PROBLEM DESCRIPTION:
Below are the records. How many of their lines contain "pixels"? Give only the number.

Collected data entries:
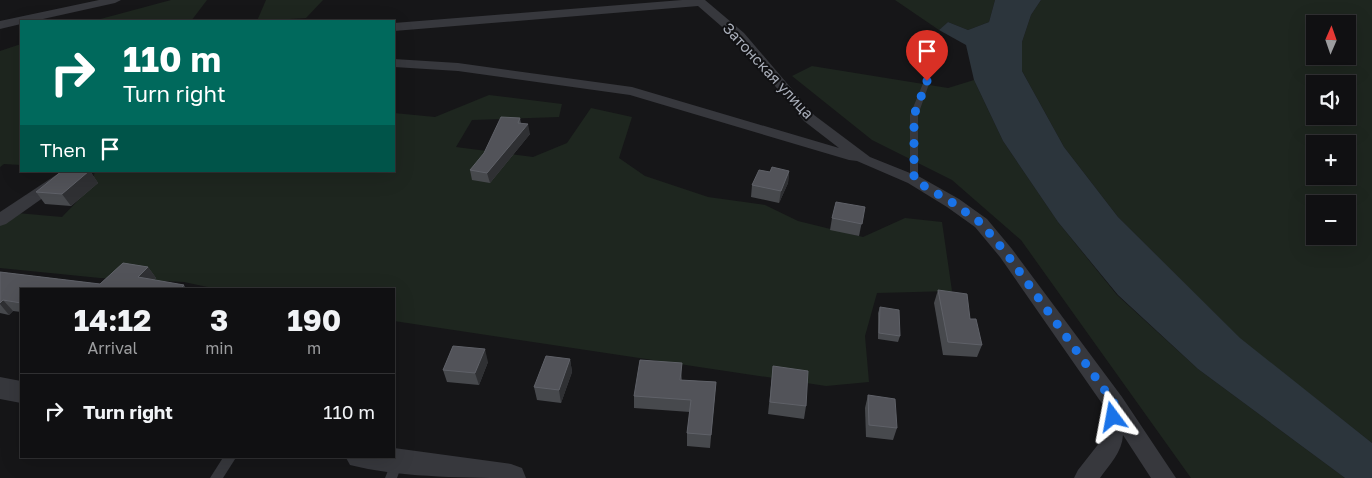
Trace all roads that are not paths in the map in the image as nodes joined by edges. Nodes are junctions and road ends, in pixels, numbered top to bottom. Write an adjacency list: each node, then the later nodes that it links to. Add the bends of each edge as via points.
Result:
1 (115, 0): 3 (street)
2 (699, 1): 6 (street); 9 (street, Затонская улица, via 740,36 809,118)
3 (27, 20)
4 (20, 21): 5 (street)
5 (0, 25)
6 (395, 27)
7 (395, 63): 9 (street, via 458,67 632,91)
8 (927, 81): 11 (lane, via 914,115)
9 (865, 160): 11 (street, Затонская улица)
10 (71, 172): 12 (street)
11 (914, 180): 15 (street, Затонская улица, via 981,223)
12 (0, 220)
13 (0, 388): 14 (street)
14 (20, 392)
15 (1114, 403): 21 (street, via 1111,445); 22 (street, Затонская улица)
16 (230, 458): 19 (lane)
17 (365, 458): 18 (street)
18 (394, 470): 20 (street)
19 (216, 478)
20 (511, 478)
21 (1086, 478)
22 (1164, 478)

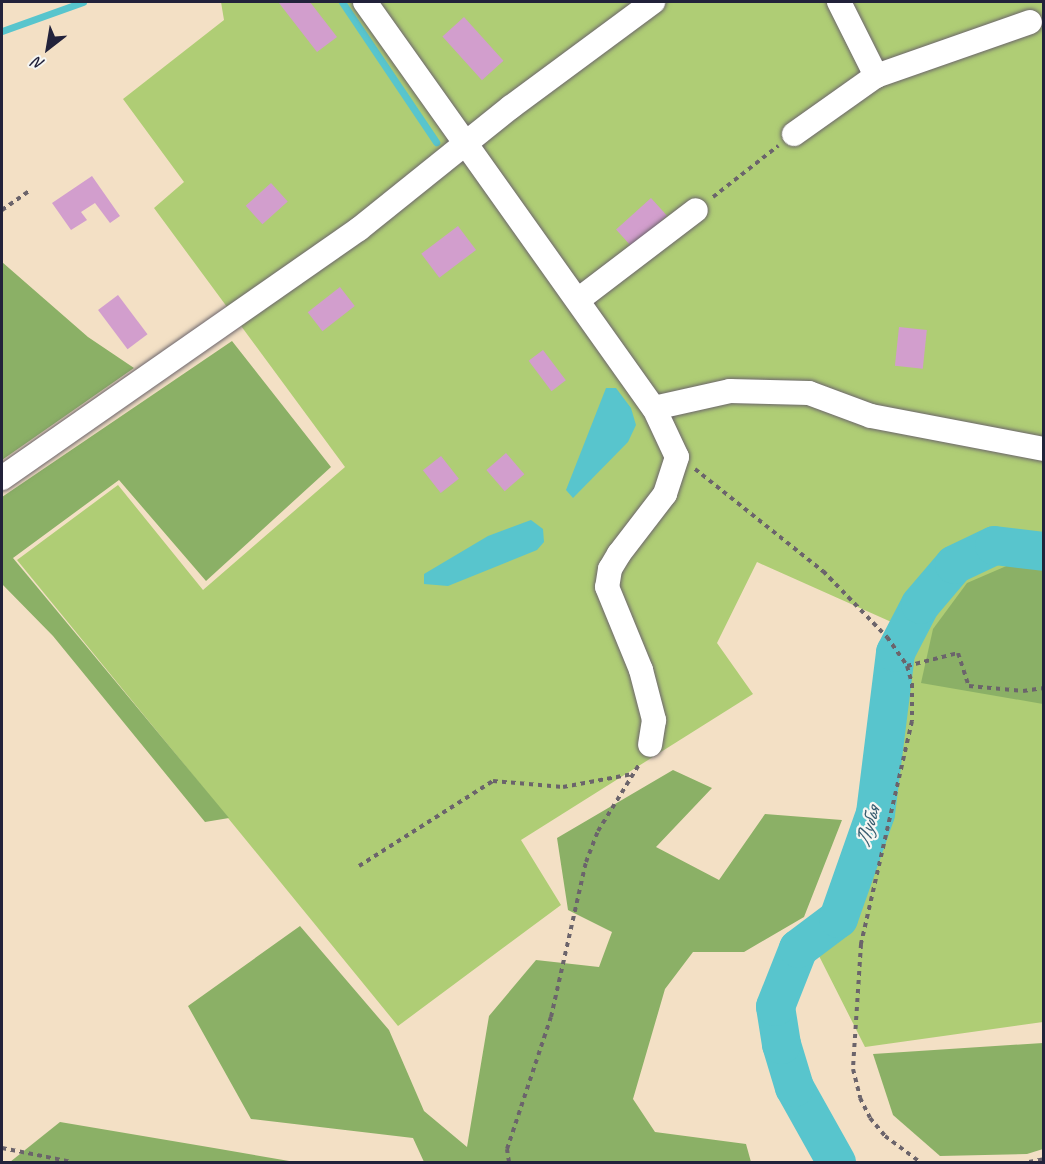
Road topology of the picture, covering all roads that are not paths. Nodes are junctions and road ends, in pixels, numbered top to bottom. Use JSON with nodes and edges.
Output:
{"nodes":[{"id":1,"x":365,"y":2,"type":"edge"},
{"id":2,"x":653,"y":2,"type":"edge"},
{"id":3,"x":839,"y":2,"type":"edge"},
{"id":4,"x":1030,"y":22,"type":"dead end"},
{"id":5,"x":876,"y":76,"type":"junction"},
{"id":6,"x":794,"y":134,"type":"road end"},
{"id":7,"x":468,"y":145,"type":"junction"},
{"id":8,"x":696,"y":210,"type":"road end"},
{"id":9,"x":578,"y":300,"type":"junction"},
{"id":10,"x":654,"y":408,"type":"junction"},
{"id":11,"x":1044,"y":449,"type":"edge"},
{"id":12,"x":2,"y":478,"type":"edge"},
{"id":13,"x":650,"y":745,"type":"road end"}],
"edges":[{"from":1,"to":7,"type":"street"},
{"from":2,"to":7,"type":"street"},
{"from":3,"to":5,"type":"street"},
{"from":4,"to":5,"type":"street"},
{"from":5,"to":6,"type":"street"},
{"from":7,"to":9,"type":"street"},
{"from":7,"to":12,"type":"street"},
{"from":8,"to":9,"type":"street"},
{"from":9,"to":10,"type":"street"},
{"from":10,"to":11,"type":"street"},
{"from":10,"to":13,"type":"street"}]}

OUTPUT BELOW:
2